SHANGHAI (Reuters) - China stocks tumbled 8.3 percent on Monday in their second biggest drop this decade, erasing $340 billion in market value and extending big losses from last week after the government hiked the share trading tax to cool a feverish bull run.
In an apparent attempt by authorities to restore confidence, front-page editorials in official newspapers tried to reassure investors the market’s medium- and long-term outlook was still positive, and that the tax hike was merely aimed at speculators.
But that failed to stop selling by many of the anxious and often inexperienced individual investors who had jumped into the market in recent months for what seemed like easy money.
“This is obviously panic selling, and the sentiment is quickly spreading across the market,” said Wang Jing, deputy general manager at Everbright Securities.
“But the fall is normal today, given the fact that the market has gone up so much. It won’t be surprising if the index falls to about 3,000 points -- which would mean a 30 percent correction from the top.”
However, many analysts and fund managers said they did not believe the government, which has made a strong stock market central to its economic reforms, would permit an extended slide which could fuel social unrest or threaten China’s rapid economic expansion.
The key index has now lost 15.3 percent from last Tuesday’s record intra-day high. A fall of 10 percent is an internationally accepted definition of a bear market in stocks.
Global stock markets, which were roiled by a heavy Chinese market sell-off in late February, appeared to be taking the latest slump in stride, though many Asian markets came off the day’s highs as the rout in Shanghai worsened.
“I knew the market would go down, but I did not expect it would be this fast. After a small plunge, it should go up, but it is not going up,” said Madame Wang, a pensioner in her 50s, who put some of her savings into stocks during the bull run.
“Next time I will remember -- once the market falls, I will sell all my stocks.”
Many fund managers and analysts in Asia said the index, which had risen 62 percent this year to last Tuesday’s close after surging 130 percent in 2006, had room to fall much further in coming days as the excesses of the bull run were corrected.

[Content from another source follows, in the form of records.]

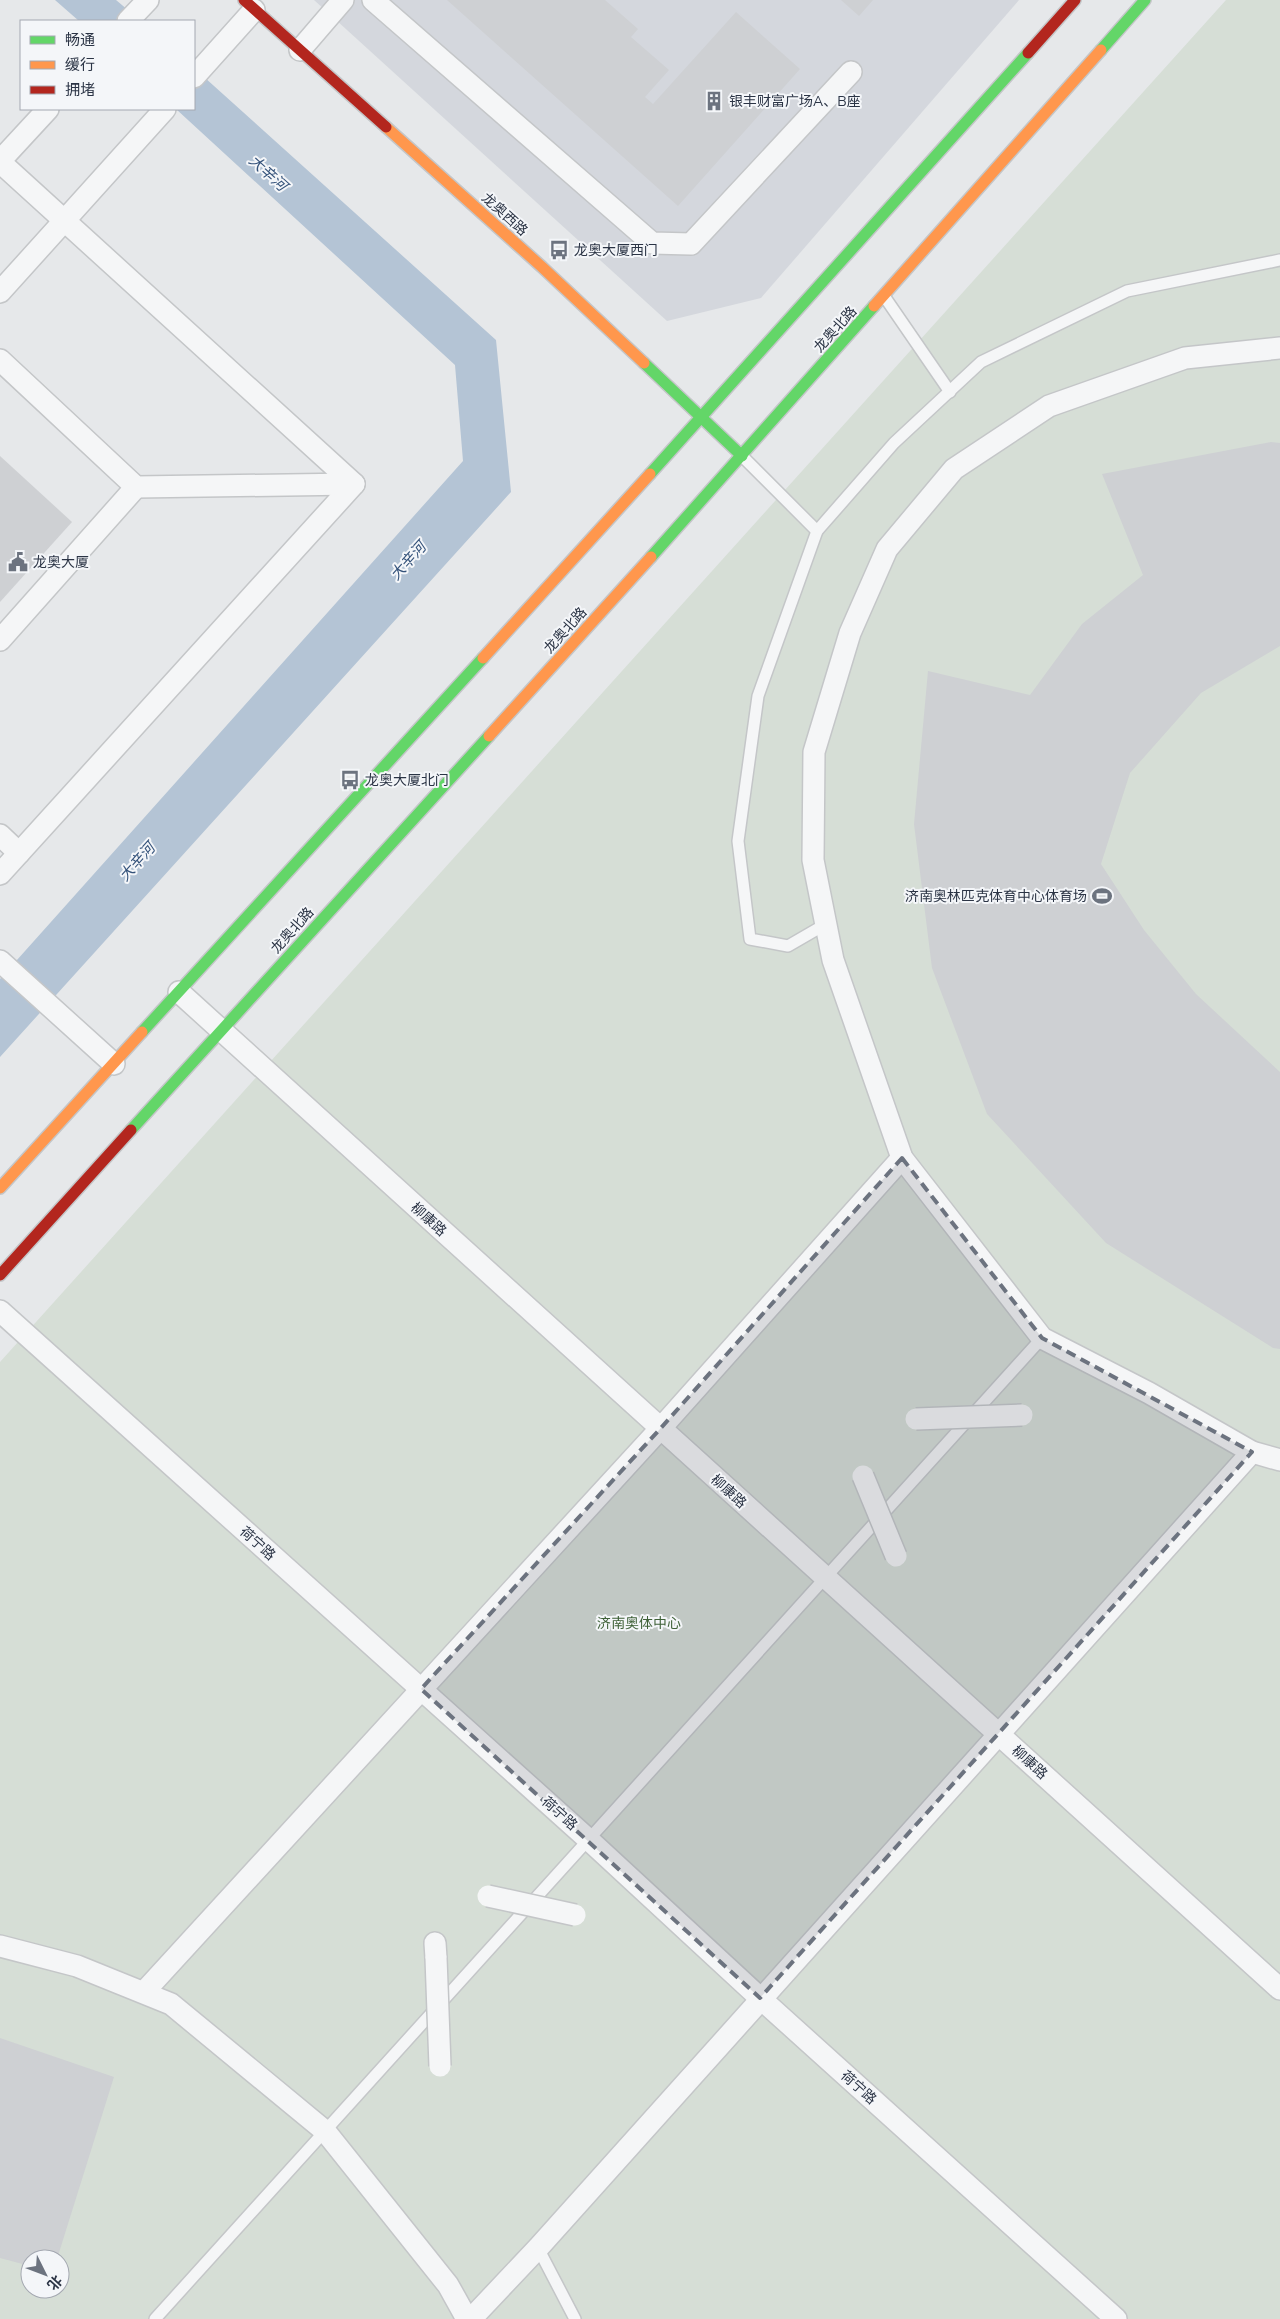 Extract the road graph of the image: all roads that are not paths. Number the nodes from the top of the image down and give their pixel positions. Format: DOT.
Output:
graph roads {
  1 [pos="148,0"];
  2 [pos="343,0"];
  3 [pos="373,0"];
  4 [pos="1075,0"];
  5 [pos="1145,0"];
  6 [pos="249,5"];
  7 [pos="129,20"];
  8 [pos="300,50"];
  9 [pos="851,72"];
  10 [pos="195,76"];
  11 [pos="47,110"];
  12 [pos="164,110"];
  13 [pos="0,162"];
  14 [pos="64,221"];
  15 [pos="1280,260"];
  16 [pos="0,292"];
  17 [pos="884,296"];
  18 [pos="1280,348"];
  19 [pos="0,360"];
  20 [pos="950,392"];
  21 [pos="701,418"];
  22 [pos="742,456"];
  23 [pos="354,484"];
  24 [pos="136,487"];
  25 [pos="817,531"];
  26 [pos="0,640"];
  27 [pos="0,835"];
  28 [pos="19,853"];
  29 [pos="0,873"];
  30 [pos="826,924"];
  31 [pos="2,963"];
  32 [pos="179,992"];
  33 [pos="222,1030"];
  34 [pos="114,1064"];
  35 [pos="902,1158"];
  36 [pos="2,1180"];
  37 [pos="0,1275"];
  38 [pos="0,1312"];
  39 [pos="1042,1338"];
  40 [pos="1022,1415"];
  41 [pos="912,1419"];
  42 [pos="660,1429"];
  43 [pos="1252,1452"];
  44 [pos="1280,1460"];
  45 [pos="862,1474"];
  46 [pos="896,1556"];
  47 [pos="826,1577"];
  48 [pos="421,1689"];
  49 [pos="998,1734"];
  50 [pos="589,1840"];
  51 [pos="484,1895"];
  52 [pos="575,1915"];
  53 [pos="0,1946"];
  54 [pos="435,1951"];
  55 [pos="1280,1989"];
  56 [pos="144,1992"];
  57 [pos="760,1998"];
  58 [pos="440,2066"];
  59 [pos="325,2131"];
  60 [pos="538,2248"];
  61 [pos="155,2319"];
  62 [pos="467,2319"];
  63 [pos="471,2319"];
  64 [pos="575,2319"];
  65 [pos="1116,2319"];
  1 -- 7 [label="street"];
  2 -- 8 [label="street"];
  3 -- 9 [label="street"];
  4 -- 21 [label="main road"];
  5 -- 17 [label="main road, 龙奥北路"];
  6 -- 8 [label="main road, 龙奥西路"];
  6 -- 10 [label="street"];
  8 -- 21 [label="main road, 龙奥西路"];
  11 -- 13 [label="street"];
  12 -- 14 [label="street"];
  13 -- 14 [label="street"];
  14 -- 16 [label="street"];
  14 -- 23 [label="street"];
  15 -- 20 [label="lane"];
  17 -- 20 [label="lane"];
  17 -- 22 [label="main road, 龙奥北路"];
  18 -- 30 [label="street"];
  19 -- 24 [label="street"];
  20 -- 25 [label="lane"];
  21 -- 22 [label="main road, 龙奥西路"];
  21 -- 32 [label="main road"];
  22 -- 25 [label="lane"];
  22 -- 33 [label="main road, 龙奥北路"];
  23 -- 24 [label="street"];
  23 -- 28 [label="street"];
  24 -- 26 [label="street"];
  25 -- 30 [label="lane"];
  27 -- 28 [label="street"];
  28 -- 29 [label="street"];
  30 -- 35 [label="street"];
  31 -- 34 [label="street"];
  32 -- 33 [label="street, 柳康路"];
  32 -- 34 [label="main road"];
  33 -- 37 [label="main road, 龙奥北路"];
  33 -- 42 [label="street, 柳康路"];
  34 -- 36 [label="main road"];
  35 -- 39 [label="street"];
  35 -- 42 [label="street"];
  38 -- 48 [label="street, 荷宁路"];
  39 -- 43 [label="street"];
  39 -- 47 [label="lane"];
  40 -- 41 [label="street, bridge"];
  42 -- 47 [label="street, 柳康路"];
  42 -- 48 [label="street"];
  43 -- 44 [label="street"];
  43 -- 49 [label="street"];
  45 -- 46 [label="street, bridge"];
  47 -- 49 [label="street, 柳康路"];
  47 -- 50 [label="lane"];
  48 -- 50 [label="street, 荷宁路"];
  48 -- 56 [label="street"];
  49 -- 55 [label="street, 柳康路"];
  49 -- 57 [label="street"];
  50 -- 57 [label="street, 荷宁路"];
  50 -- 59 [label="lane"];
  51 -- 52 [label="street, bridge"];
  53 -- 56 [label="street"];
  54 -- 58 [label="street, bridge"];
  56 -- 59 [label="street"];
  57 -- 60 [label="street"];
  57 -- 65 [label="street, 荷宁路"];
  59 -- 61 [label="lane"];
  59 -- 62 [label="street"];
  60 -- 63 [label="street"];
  60 -- 64 [label="lane"];
}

But many also said they did not believe the market as a whole was going into freefall.
Most worrying to analysts were deep falls in some of the blue chips favored by institutional investors, since those stocks had stayed firm last week even as speculative shares tumbled.
Oil refiner Sinopec, which had risen 16 percent over the final three days of the week, sank its 10 percent daily limit to 13.65 yuan.
Industrial & Commercial Bank of China, the country’s biggest bank, dropped 8.1 percent to 4.99 yuan.
The Shanghai Composite Index ended the day at 3,670.401 points, its lowest level since April 25. Losing stocks overwhelmed gainers by 846 to 17, with about 466 shares plunging their 10 percent daily limits.
Turnover in Shanghai A shares was active at 143.0 billion yuan ($18.7 billion), but down sharply from Friday’s 224.7 billion yuan, suggesting many investors were pulling out of the market.
“Most new retail investors are too speculative to envision the mid- to long-term positive market trend. Their exit will cause a market landing, be it hard or soft,” Morgan Stanley said in a report.
Traders see strong technical support for the index around 3,600, where it briefly peaked in mid-April. That level would still leave the market up 35 percent from the start of this year.
“Since the index has even fallen below 3,700 now, I believe the correction is about over,” said Zheng Weigang at Shanghai Securities.
Another disillusioned investor at an Everbright Securities branch in Shanghai’s financial district, a woman in her 30s surnamed Xu, said:
“I used to have confidence in the stock market. But how can I have confidence now that it has fallen so much. I have no more confidence. Even if the government wants to regulate the stock market, it should not be done like this.”